The world’s biggest pharmaceutical companies who are behind some of New Zealand’s most trusted brands – including Neutrogena, BAND-AID, Johnson’s Baby and ChapStick – appear to be unfairly avoiding an estimated NZ$21million in tax per year in New Zealand, reveals new research from Oxfam today.
The research analyses the financial disclosures from Pfizer, Merck & Co. (also known as MSD), Johnson & Johnson and Abbott, between 2013 and 2015 and suggests these four companies are shifting profits out of New Zealand and into tax havens that charge little or no tax.
Pfizer, Merck & Co., Johnson & Johnson, and Abbot are among the world’s biggest pharmaceutical companies with global revenues topping NZ$2.7 trillion in the 10 years from 2006 to 2015.
Despite these bumper profits, the companies still appear to be cheating New Zealand out of millions of dollars that could be spent on our hospitals and schools. $21 million could employ 400 newly graduated and much needed nurses.
Rachael Le Mesurier, Oxfam New Zealand’s Executive Director, said:
“When big drug companies unfairly avoid tax, our government is cheated out of the resources it needs to invest in hospitals, schools, and medicines. The result? Less nurses and doctors and bigger waiting times when we are sick. Bigger classes and less time for teachers to ensure our kids are getting the best education.”
Later today, a global report will be released detailing how the companies have avoided billions of dollars of tax in 16 countries around the world, including 7 developing countries.
Says Le Mesurier: “These drug companies present themselves as highly committed to social responsibility, but their business practices tell a different story. Pfizer, Merck & Co., Johnson & Johnson and Abbot must show they are paying their fair share of taxes; make their medicines affordable particularly for developing countries; and stop finding ways to unfairly avoid their tax responsibilities which undermine the government resources needed to fight against poverty and inequality.
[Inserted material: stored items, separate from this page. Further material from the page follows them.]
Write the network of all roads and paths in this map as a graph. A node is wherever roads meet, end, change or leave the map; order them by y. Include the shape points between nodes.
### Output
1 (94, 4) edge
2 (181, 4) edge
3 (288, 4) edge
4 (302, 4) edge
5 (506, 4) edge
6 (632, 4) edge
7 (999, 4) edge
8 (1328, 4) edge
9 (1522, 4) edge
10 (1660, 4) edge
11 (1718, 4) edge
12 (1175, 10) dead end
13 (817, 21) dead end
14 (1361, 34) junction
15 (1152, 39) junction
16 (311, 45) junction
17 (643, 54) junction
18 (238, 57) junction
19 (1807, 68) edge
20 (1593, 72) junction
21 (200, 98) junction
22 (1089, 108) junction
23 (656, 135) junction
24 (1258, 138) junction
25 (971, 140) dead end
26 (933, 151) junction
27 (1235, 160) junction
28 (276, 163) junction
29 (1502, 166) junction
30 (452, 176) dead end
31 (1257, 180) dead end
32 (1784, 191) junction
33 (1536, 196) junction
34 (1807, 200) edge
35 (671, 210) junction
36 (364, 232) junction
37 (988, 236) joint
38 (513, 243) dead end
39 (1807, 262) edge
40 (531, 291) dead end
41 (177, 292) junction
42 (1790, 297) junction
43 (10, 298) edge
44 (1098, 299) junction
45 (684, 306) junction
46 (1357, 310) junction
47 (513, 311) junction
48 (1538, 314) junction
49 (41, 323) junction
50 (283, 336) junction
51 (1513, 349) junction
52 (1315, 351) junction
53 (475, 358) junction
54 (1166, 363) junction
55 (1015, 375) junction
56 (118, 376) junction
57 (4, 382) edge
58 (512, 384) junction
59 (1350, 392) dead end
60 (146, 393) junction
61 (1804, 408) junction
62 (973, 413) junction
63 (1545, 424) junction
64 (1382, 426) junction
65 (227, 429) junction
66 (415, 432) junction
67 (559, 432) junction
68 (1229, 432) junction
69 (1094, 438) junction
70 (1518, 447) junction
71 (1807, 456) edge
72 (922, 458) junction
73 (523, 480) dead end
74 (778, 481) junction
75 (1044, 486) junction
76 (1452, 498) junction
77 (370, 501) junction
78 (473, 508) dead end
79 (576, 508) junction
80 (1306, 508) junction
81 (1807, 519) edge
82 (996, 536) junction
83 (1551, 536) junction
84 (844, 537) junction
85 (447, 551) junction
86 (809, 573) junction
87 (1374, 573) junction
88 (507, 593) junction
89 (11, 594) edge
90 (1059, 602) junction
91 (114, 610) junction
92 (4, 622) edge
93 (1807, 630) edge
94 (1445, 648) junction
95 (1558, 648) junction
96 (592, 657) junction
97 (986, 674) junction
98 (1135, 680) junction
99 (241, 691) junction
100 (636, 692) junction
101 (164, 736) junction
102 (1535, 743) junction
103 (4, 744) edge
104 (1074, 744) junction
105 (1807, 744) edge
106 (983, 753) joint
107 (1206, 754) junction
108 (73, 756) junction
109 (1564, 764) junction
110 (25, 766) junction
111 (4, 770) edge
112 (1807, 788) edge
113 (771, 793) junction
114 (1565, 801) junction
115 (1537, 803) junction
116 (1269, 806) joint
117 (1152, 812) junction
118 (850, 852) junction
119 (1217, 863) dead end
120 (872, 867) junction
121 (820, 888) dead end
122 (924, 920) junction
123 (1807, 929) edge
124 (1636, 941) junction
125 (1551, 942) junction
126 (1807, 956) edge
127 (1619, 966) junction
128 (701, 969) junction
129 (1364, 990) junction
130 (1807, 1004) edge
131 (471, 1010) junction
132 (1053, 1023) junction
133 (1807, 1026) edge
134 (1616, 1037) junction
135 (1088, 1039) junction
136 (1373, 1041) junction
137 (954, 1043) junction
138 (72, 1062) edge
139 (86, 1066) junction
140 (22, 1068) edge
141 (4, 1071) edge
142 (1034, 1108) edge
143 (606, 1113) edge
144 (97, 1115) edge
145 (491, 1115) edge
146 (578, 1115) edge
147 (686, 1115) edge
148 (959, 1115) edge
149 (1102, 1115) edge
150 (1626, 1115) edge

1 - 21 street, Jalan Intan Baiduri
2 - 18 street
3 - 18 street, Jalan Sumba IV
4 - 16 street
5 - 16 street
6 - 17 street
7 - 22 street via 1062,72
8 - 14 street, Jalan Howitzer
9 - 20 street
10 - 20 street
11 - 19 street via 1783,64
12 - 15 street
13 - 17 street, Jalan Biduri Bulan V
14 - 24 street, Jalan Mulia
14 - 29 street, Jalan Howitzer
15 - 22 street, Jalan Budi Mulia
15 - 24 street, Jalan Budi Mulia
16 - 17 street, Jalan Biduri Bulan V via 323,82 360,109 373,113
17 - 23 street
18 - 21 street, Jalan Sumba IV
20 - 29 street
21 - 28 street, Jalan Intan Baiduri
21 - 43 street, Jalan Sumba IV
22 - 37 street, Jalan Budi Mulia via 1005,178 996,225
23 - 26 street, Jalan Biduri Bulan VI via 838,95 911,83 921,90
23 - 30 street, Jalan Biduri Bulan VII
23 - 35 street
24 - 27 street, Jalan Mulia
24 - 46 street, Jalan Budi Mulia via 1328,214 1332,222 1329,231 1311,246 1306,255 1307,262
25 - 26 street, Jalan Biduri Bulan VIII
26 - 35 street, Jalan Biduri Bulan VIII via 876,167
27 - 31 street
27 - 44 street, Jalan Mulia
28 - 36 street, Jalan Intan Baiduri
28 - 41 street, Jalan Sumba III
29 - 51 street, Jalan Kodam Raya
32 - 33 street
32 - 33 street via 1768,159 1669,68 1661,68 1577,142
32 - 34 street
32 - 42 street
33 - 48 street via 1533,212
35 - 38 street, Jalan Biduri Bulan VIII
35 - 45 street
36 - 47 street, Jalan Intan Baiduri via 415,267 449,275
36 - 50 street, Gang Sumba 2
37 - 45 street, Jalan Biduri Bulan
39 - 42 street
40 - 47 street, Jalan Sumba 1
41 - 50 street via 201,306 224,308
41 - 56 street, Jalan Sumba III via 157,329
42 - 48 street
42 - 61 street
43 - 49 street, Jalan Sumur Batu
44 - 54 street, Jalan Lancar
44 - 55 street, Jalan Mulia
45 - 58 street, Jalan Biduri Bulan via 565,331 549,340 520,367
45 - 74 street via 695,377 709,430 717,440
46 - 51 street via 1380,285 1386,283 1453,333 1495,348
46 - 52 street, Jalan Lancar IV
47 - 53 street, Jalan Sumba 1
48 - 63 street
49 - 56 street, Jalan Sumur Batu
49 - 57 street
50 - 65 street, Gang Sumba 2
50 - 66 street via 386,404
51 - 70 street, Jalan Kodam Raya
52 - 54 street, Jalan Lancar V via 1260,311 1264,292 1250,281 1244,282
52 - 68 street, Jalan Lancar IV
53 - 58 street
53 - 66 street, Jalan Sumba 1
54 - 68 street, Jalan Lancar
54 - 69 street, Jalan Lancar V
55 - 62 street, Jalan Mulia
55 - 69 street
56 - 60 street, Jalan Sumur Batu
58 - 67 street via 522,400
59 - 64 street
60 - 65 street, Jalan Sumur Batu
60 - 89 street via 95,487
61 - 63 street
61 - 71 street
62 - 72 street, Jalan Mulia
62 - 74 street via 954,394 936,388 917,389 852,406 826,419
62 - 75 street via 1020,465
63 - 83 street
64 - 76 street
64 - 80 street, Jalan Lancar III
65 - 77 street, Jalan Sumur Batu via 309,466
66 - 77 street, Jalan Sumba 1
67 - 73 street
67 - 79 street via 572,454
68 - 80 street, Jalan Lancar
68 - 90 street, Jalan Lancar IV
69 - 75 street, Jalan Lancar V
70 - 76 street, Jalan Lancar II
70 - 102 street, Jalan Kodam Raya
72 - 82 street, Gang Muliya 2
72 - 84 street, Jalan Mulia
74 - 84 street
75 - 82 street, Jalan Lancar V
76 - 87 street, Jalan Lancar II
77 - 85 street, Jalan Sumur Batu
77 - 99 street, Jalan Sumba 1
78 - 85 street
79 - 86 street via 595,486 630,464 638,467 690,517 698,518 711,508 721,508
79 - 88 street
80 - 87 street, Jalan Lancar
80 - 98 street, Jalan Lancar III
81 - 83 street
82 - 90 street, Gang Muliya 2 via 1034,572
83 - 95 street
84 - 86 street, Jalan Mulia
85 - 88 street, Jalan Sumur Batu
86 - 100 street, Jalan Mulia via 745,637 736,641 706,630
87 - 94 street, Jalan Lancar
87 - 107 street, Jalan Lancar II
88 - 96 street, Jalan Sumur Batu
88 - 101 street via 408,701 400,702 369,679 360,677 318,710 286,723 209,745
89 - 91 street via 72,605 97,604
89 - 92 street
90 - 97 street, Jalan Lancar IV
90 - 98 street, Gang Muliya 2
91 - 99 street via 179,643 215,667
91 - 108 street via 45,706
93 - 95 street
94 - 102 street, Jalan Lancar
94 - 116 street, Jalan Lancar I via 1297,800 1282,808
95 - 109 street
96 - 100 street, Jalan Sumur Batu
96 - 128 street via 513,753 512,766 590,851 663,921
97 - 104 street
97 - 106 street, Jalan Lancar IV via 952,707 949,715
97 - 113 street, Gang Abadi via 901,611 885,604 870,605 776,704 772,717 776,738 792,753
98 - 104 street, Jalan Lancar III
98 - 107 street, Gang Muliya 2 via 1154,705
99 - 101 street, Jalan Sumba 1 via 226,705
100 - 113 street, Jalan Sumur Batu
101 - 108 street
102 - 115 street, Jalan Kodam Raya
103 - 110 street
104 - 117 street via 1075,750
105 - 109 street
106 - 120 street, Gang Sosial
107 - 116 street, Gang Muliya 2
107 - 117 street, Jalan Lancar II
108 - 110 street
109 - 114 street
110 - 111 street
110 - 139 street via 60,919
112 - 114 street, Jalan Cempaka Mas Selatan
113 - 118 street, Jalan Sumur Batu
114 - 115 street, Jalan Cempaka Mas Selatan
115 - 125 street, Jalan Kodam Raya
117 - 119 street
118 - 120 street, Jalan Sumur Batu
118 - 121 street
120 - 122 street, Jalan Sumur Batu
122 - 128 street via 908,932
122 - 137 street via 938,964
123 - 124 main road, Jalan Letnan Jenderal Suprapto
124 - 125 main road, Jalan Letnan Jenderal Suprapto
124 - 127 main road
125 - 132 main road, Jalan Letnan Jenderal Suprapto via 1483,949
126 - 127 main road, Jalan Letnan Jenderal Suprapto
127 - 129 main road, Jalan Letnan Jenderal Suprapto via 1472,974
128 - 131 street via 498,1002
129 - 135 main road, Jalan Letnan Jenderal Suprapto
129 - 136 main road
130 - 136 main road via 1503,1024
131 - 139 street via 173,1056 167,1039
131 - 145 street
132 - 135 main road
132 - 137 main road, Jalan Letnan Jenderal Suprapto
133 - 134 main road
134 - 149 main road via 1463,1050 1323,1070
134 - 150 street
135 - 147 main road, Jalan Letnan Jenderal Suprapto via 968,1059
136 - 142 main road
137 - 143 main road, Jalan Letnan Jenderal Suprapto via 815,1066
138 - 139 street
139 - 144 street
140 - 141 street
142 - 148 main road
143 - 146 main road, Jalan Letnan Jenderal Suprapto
“Somebody always pays the price for a companies’ unscrupulous behaviour, and it’s not the company. It’s us – average Kiwis. And it hurts the poorest women and children in the poorest parts of the world even more,” said Le Mesurier.
Tax avoidance is fuelling the inequality crisis, widening the gap between rich and poor. When drug companies unfairly avoid tax, it is the poorest in society who suffer the most as governments seek to balance their budgets by cutting essential services and raising other forms of tax.
Often it is poor women who rely more heavily on public healthcare services, spend their lives providing care for loved ones when healthcare systems fail, and foot the bill for tax losses. They are robbed of the chance to improve their lives and lift themselves and their children out of poverty.
Equally, while unfair tax avoidance figures appear lower in developing countries, the impact can be more severe because poorer countries often have weaker public services, have a higher poverty rate, and rely more heavily on corporate taxes to fund public services. The UN estimates that corporate tax avoidance costs poor countries NZ$154 billion a year.
“The New Zealand government has made important steps over the past few years that go some way to stopping the revenue loss from multinational corporations’ unfair tax avoidance. But we must do more.
“Oxfam is calling on the New Zealand Government to require multinational corporations to publish key financial information about their operations in every country so it’s clear if they are paying their fair share of tax and so that countries can hold them to account,” said Le Mesurier.
Notes to editors:
The global report will be released at 11am NZ time on the 18th September. In all cases, when we use the name ‘Merck & Co.’, we are referring to the USA-based pharmaceutical company Merck and Company Inc., sometimes known as Merck Sharp & Dohme (MSD) outside of the USA, not the German-based pharmaceutical company Merck KGaA.